RECORD EXCERPTS.
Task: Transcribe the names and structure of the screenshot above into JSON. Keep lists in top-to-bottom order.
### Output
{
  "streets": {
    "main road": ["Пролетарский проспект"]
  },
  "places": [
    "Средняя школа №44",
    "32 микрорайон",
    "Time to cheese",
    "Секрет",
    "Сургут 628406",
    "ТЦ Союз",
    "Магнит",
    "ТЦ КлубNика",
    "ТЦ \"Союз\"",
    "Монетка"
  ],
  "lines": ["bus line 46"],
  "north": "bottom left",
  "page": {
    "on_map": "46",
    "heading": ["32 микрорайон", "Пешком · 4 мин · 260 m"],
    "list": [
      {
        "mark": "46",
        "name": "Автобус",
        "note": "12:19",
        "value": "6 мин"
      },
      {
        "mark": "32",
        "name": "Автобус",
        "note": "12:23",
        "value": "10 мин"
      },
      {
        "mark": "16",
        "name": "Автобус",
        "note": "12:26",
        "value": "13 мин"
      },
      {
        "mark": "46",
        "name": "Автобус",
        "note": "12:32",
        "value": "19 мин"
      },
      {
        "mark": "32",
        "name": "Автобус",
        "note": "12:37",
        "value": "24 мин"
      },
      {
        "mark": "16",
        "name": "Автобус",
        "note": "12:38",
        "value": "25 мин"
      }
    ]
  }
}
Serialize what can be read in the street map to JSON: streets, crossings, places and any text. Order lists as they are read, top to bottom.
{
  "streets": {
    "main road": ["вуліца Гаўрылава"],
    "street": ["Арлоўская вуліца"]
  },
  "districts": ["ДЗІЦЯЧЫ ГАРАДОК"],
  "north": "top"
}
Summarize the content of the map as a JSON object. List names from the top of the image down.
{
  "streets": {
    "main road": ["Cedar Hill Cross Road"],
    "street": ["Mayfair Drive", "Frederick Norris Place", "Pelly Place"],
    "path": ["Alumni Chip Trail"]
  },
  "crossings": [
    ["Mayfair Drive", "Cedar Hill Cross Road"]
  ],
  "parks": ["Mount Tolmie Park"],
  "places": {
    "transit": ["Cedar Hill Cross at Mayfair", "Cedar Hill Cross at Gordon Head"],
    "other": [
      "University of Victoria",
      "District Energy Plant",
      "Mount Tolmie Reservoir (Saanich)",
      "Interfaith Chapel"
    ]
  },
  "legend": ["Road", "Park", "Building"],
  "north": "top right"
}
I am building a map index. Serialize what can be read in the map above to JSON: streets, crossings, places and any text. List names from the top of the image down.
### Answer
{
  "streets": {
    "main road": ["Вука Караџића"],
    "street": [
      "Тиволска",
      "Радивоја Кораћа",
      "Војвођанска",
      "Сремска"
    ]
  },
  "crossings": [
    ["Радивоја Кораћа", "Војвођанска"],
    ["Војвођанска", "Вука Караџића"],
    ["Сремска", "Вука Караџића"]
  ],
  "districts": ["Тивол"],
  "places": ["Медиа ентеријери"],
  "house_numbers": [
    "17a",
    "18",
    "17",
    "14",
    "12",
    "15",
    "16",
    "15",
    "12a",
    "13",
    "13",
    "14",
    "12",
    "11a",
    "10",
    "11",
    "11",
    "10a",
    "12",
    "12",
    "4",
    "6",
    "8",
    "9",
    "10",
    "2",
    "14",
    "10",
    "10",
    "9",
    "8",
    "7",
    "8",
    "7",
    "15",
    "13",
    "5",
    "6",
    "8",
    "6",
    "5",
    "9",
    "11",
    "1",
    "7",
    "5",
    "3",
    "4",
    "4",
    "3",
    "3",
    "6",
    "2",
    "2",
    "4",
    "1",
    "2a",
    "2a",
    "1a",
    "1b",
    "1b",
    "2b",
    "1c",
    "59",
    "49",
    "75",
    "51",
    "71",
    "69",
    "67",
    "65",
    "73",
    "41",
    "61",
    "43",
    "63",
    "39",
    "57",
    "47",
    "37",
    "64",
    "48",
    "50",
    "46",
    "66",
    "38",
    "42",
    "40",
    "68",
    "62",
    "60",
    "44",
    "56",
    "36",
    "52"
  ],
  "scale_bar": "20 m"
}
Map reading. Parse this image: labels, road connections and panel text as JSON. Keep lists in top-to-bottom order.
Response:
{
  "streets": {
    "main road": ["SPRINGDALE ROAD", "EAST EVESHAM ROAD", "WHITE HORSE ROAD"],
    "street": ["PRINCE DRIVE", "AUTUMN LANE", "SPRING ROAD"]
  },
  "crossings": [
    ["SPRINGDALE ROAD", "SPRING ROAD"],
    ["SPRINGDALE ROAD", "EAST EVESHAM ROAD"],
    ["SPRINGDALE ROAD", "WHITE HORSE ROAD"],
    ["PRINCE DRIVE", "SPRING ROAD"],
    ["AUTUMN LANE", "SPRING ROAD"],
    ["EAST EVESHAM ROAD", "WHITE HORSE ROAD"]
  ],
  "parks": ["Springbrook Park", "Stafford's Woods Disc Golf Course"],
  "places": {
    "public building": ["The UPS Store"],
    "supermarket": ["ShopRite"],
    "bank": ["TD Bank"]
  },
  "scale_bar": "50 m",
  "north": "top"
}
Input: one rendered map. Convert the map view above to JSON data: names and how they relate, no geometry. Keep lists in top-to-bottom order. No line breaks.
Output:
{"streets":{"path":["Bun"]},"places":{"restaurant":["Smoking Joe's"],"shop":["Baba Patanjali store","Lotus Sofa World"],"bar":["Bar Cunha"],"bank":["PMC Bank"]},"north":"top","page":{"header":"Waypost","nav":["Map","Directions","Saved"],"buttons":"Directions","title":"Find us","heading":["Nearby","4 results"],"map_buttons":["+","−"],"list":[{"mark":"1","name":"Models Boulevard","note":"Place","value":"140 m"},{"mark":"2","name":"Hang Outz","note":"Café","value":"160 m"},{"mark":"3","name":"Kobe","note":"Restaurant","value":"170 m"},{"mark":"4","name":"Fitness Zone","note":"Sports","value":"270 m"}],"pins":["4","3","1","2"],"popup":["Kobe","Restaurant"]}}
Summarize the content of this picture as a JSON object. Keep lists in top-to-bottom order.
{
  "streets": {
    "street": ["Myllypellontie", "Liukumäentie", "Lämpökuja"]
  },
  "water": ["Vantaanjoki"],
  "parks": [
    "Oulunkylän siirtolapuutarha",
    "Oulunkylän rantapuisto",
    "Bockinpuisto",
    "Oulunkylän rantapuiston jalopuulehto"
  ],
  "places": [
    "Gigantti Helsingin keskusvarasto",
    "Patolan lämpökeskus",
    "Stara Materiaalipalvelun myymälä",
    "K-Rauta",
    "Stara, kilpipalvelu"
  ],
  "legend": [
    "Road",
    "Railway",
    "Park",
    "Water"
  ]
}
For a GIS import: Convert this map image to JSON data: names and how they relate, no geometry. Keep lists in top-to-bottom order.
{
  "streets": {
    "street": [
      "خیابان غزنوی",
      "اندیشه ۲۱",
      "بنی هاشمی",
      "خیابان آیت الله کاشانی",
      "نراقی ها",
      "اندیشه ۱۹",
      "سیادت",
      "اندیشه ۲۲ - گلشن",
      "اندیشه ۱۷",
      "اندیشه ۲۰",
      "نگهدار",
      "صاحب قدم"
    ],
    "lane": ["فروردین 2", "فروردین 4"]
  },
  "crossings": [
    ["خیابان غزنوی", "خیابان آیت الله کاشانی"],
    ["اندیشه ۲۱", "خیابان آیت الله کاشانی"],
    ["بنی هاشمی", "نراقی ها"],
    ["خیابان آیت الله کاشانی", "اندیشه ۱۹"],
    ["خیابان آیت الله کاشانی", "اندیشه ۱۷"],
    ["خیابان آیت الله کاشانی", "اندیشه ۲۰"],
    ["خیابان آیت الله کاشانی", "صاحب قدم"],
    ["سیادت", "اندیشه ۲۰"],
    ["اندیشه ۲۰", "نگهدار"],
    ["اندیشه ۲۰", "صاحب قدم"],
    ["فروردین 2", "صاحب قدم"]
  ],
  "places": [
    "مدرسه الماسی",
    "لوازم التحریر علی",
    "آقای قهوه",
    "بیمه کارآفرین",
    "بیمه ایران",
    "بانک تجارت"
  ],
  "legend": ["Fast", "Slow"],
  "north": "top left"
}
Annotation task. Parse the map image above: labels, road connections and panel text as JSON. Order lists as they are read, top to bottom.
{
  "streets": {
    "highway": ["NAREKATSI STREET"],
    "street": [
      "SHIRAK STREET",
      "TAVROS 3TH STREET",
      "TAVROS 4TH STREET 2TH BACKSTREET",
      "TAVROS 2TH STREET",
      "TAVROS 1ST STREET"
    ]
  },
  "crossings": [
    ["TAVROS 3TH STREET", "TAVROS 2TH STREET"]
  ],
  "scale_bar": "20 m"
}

TASK TO COMPLETE. When you reach the line containing "Serialize what can be read in the street" in the data above, start copying exactly, and stop after the line containing "I am building".

RESPONSE TO THIS EXERCISE.
Serialize what can be read in the street map to JSON: streets, crossings, places and any text. Order lists as they are read, top to bottom.
{
  "streets": {
    "main road": ["вуліца Гаўрылава"],
    "street": ["Арлоўская вуліца"]
  },
  "districts": ["ДЗІЦЯЧЫ ГАРАДОК"],
  "north": "top"
}
Summarize the content of the map as a JSON object. List names from the top of the image down.
{
  "streets": {
    "main road": ["Cedar Hill Cross Road"],
    "street": ["Mayfair Drive", "Frederick Norris Place", "Pelly Place"],
    "path": ["Alumni Chip Trail"]
  },
  "crossings": [
    ["Mayfair Drive", "Cedar Hill Cross Road"]
  ],
  "parks": ["Mount Tolmie Park"],
  "places": {
    "transit": ["Cedar Hill Cross at Mayfair", "Cedar Hill Cross at Gordon Head"],
    "other": [
      "University of Victoria",
      "District Energy Plant",
      "Mount Tolmie Reservoir (Saanich)",
      "Interfaith Chapel"
    ]
  },
  "legend": ["Road", "Park", "Building"],
  "north": "top right"
}
I am building a map index. Serialize what can be read in the map above to JSON: streets, crossings, places and any text. List names from the top of the image down.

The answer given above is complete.